Am I wise or even smart to hope when all I see is

blackness; sorrow draped in the sickly posture of dreams forgotten,

of light full shaded?

Do not speak to me of Job like the others.

He is a fairy-tale, a mockery to me,

a dream of dust and ancient woes

far removed from this Halloween of hellish delight.

He does not speak anymore and,

unlike his, my book has an ending yet undecided,

murky, unmoving like a lake long dead.

Perhaps no ending will come at all?

Perhaps there is no book?

Picturesque dreams no longer peek into sleep otherwise uninterrupted.

A mind instead, in broken time, refuses better context,

mocking lost memories of what I once thought was life.

When a heart bitterly refuses whatever comfort felt like,

to what do I cling? Is this to be my rebellion? My condemnation?

Am I headed for hell because of these questions?

Because, frankly,

the questions are hell enough.

For what it’s worth,

help me through one more day, this day,

if indeed there still is such a thing.

* * * * *

Is this you right now? What practices might be helpful as you and God seek to navigate this dark time?

Do you have a support system in place? Others who can be co-sojourners with you?

Share some of your own dark night experiences.

Glimpses V: learning self-love through self-knowledge

“You hypocrite, first take the log out of your own eye, and then you will see clearly to take the speck out of your neighbor’s eye.”

“You shall love your neighbor as yourself.”

-Jesus

* * * * * *

The most genuine love we can show those around us is to nurture self-love. If this sounds narcissistic, hold your judgment and read on.

I’ve been forced lately to consider some rather disconcerting truths about myself. I often feel a little squirmy stopping to glance in the soul-mirror longer than the space between songs on my iPod playlist. But, to crack our spiritual eggs, God has to play hardball before we smell the omelette of his presence wafting through our life’s kitchen. And, let’s be honest, we generally don’t learn any other way.

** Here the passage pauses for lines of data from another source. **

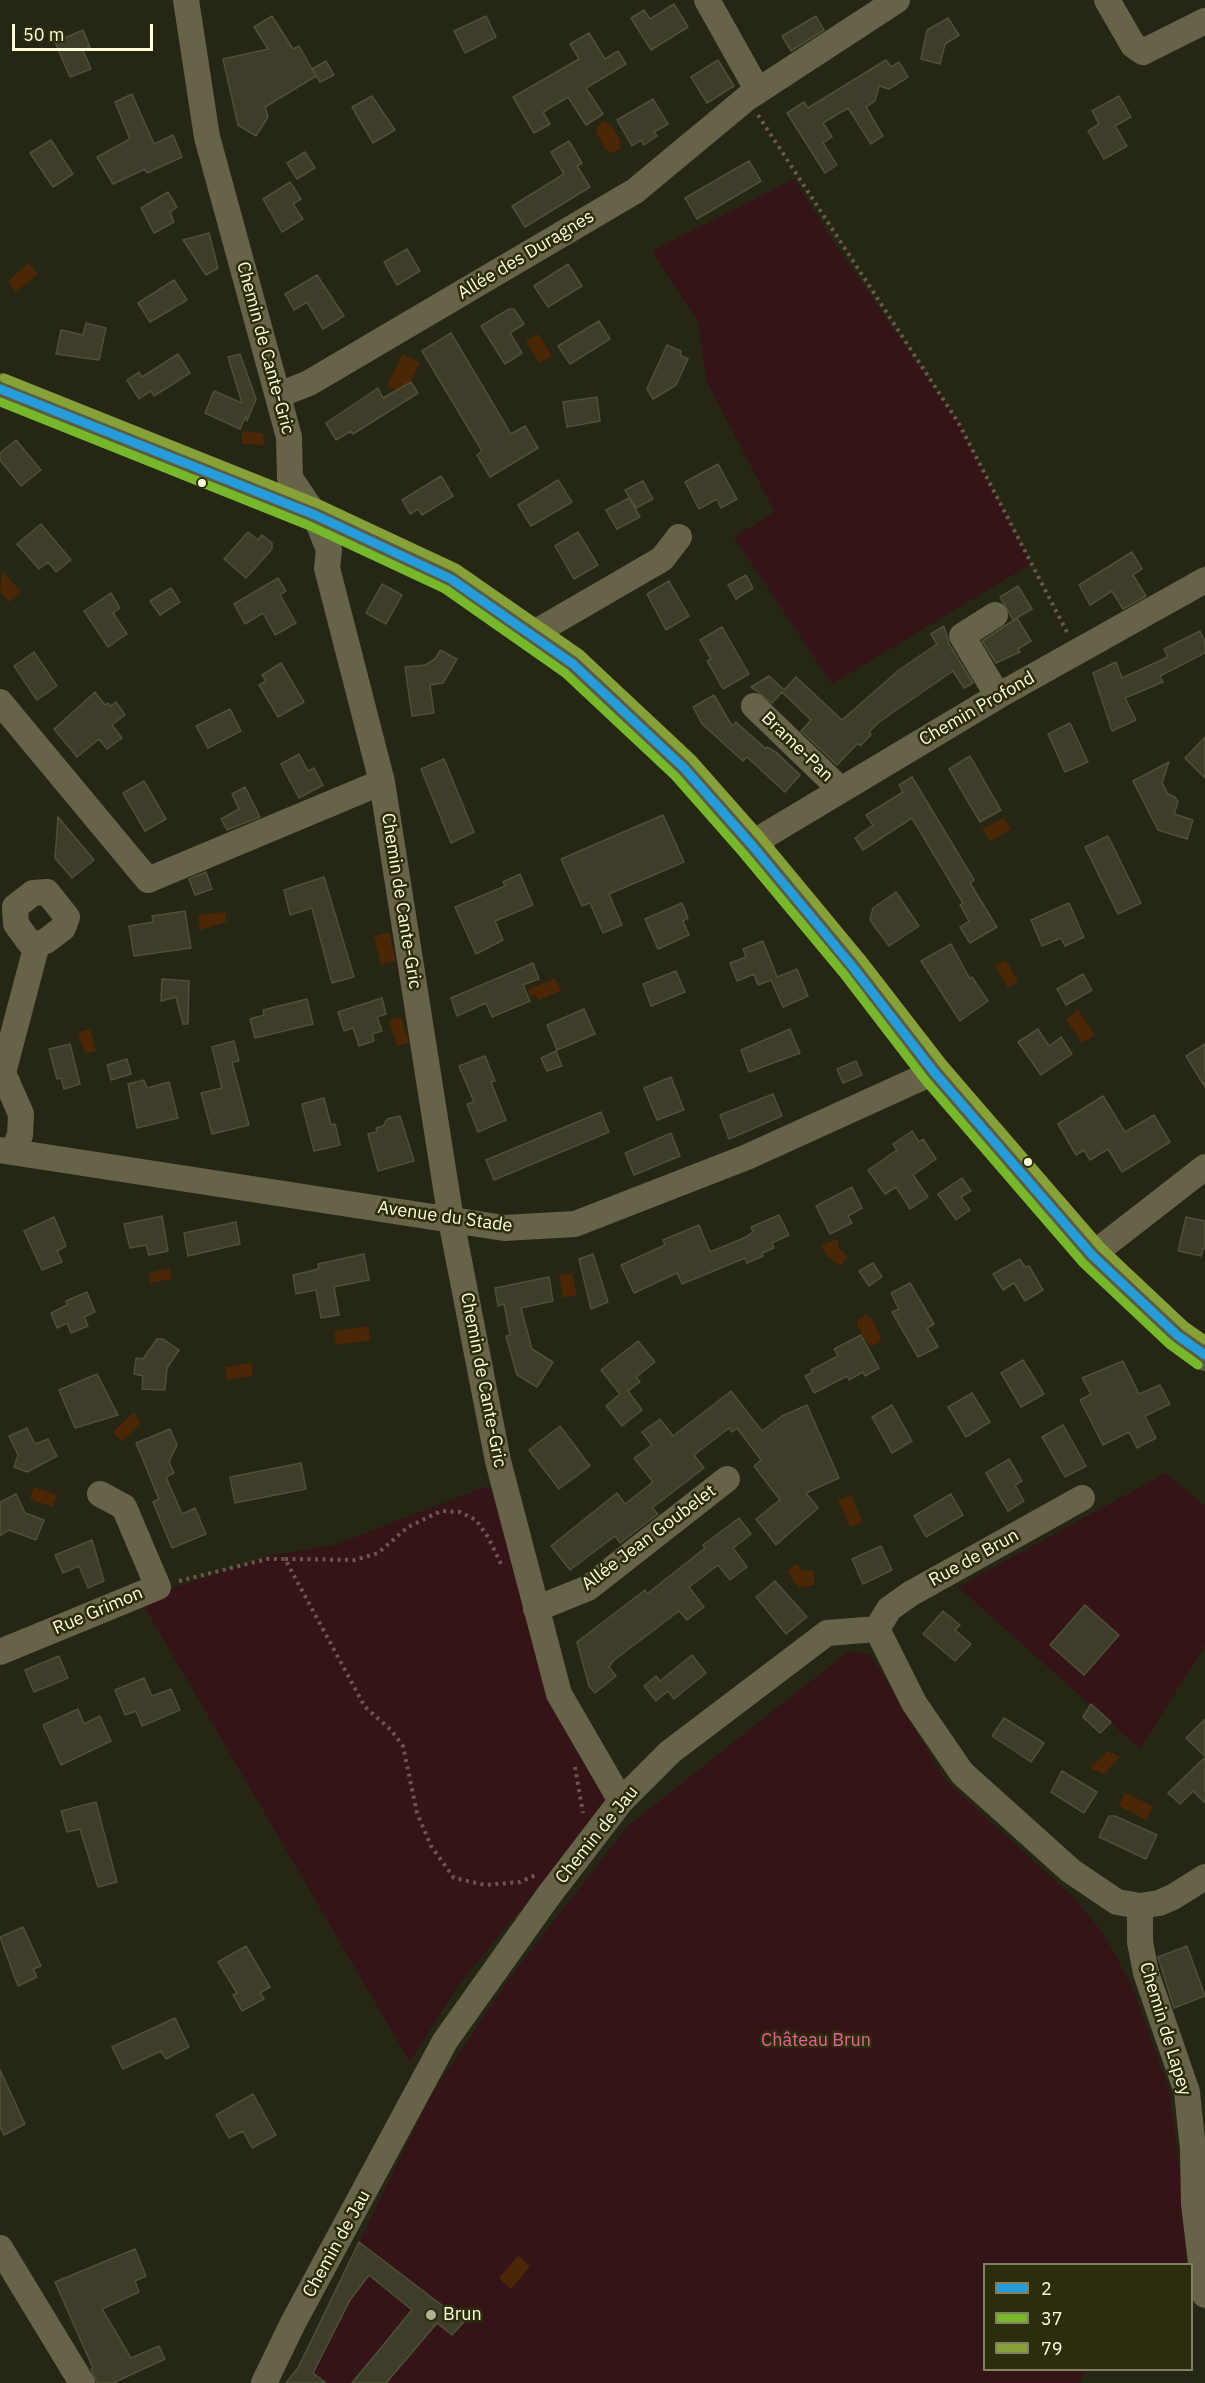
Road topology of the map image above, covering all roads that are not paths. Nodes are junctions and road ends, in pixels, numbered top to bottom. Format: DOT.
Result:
graph roads {
  1 [pos="186,0"];
  2 [pos="707,0"];
  3 [pos="897,0"];
  4 [pos="1107,0"];
  5 [pos="1205,21"];
  6 [pos="752,94"];
  7 [pos="0,389"];
  8 [pos="279,395"];
  9 [pos="315,515"];
  10 [pos="679,537"];
  11 [pos="1205,580"];
  12 [pos="995,615"];
  13 [pos="531,635"];
  14 [pos="998,696"];
  15 [pos="0,702"];
  16 [pos="754,706"];
  17 [pos="382,782"];
  18 [pos="840,789"];
  19 [pos="752,844"];
  20 [pos="37,944"];
  21 [pos="934,1072"];
  22 [pos="7,1151"];
  23 [pos="1205,1167"];
  24 [pos="451,1220"];
  25 [pos="1092,1255"];
  26 [pos="1205,1355"];
  27 [pos="727,1479"];
  28 [pos="100,1494"];
  29 [pos="1082,1498"];
  30 [pos="536,1609"];
  31 [pos="877,1629"];
  32 [pos="0,1652"];
  33 [pos="621,1801"];
  34 [pos="1205,1877"];
  35 [pos="1140,1906"];
  36 [pos="0,2248"];
  37 [pos="1205,2295"];
  38 [pos="79,2378"];
  39 [pos="264,2383"];
  1 -- 8 [label="street, Chemin de Cante-Gric"];
  2 -- 6 [label="street"];
  3 -- 6 [label="street, Allée des Duragnes"];
  4 -- 5 [label="street"];
  6 -- 8 [label="street, Allée des Duragnes"];
  7 -- 9 [label="main road"];
  8 -- 9 [label="street, Chemin de Cante-Gric"];
  9 -- 13 [label="main road"];
  9 -- 17 [label="street, Chemin de Cante-Gric"];
  10 -- 13 [label="street"];
  11 -- 14 [label="street, Chemin Profond"];
  12 -- 14 [label="street"];
  13 -- 19 [label="main road"];
  14 -- 18 [label="street, Chemin Profond"];
  15 -- 17 [label="street"];
  16 -- 18 [label="street, Brame-Pan"];
  17 -- 24 [label="street, Chemin de Cante-Gric"];
  18 -- 19 [label="street, Chemin Profond"];
  19 -- 21 [label="main road"];
  20 -- 22 [label="street"];
  21 -- 24 [label="street, Avenue du Stade"];
  21 -- 25 [label="main road"];
  22 -- 24 [label="street, Avenue du Stade"];
  23 -- 25 [label="street"];
  24 -- 30 [label="street, Chemin de Cante-Gric"];
  25 -- 26 [label="main road"];
  27 -- 30 [label="street, Allée Jean Goubelet"];
  28 -- 32 [label="street, Rue Grimon"];
  29 -- 31 [label="street, Rue de Brun"];
  30 -- 33 [label="street, Chemin de Cante-Gric"];
  31 -- 33 [label="street, Chemin de Jau"];
  31 -- 35 [label="street"];
  33 -- 39 [label="street, Chemin de Jau"];
  34 -- 35 [label="street"];
  35 -- 37 [label="street, Chemin de Lapey"];
  36 -- 38 [label="street"];
}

The twelfth century French abbot, Bernard de Clairvaux, believed self-love for the sake of God to be the highest of all since it is the best revelation of God’s fingerprint in us and guarantees we have no projections toward or pretensions against which we might wrongly see God. My point is this: self-love develops from a basis of self-knowledge. Lately, one tool God has been using in this process is the “Enneagram” as developed in two books on the subject, The Wisdom of the Enneagram by Riso and Hudson and The Enneagram: A Christian Perspective by Richard Rohr and Andreas Ebert.

For years now friends have suggested, either openly or subliminally, that I take a look.

A close look.

It’s alright, we’ll wait…

Isn’t it funny how those we know best actually know us better than we do ourselves? Nosy buggers. Obviously they’ve seen something I have yet to see or just haven’t turned to face yet.

In recent years I’ve adopted a greater willingness for such loving intrusions into my psychic space. Why not? It’s going to get dealt with one way or another, right? Why not do it through the more supportive way of loving community? As Rohr makes clear in his book, how we interact with others will contribute to and be impacted by those incremental movements toward union with God.

Let me try to unpack this a bit. For those unfamiliar with the Enneagram, it is an ancient, pre-Christian tool used by the Desert Fathers, medieval Sufi mystics and a host of others in determining the nine primary “Essences.” In Christian spirituality, it was used to help identify our core sins; those pitfalls in each of us that deny wholeness and integration.

The authors are careful to point out that there are bits of all of these in each of us. The freedom comes however in discovering which number, and its accompanying “capital sin”, that best describes our struggle toward self-awareness and it’s end, self-love.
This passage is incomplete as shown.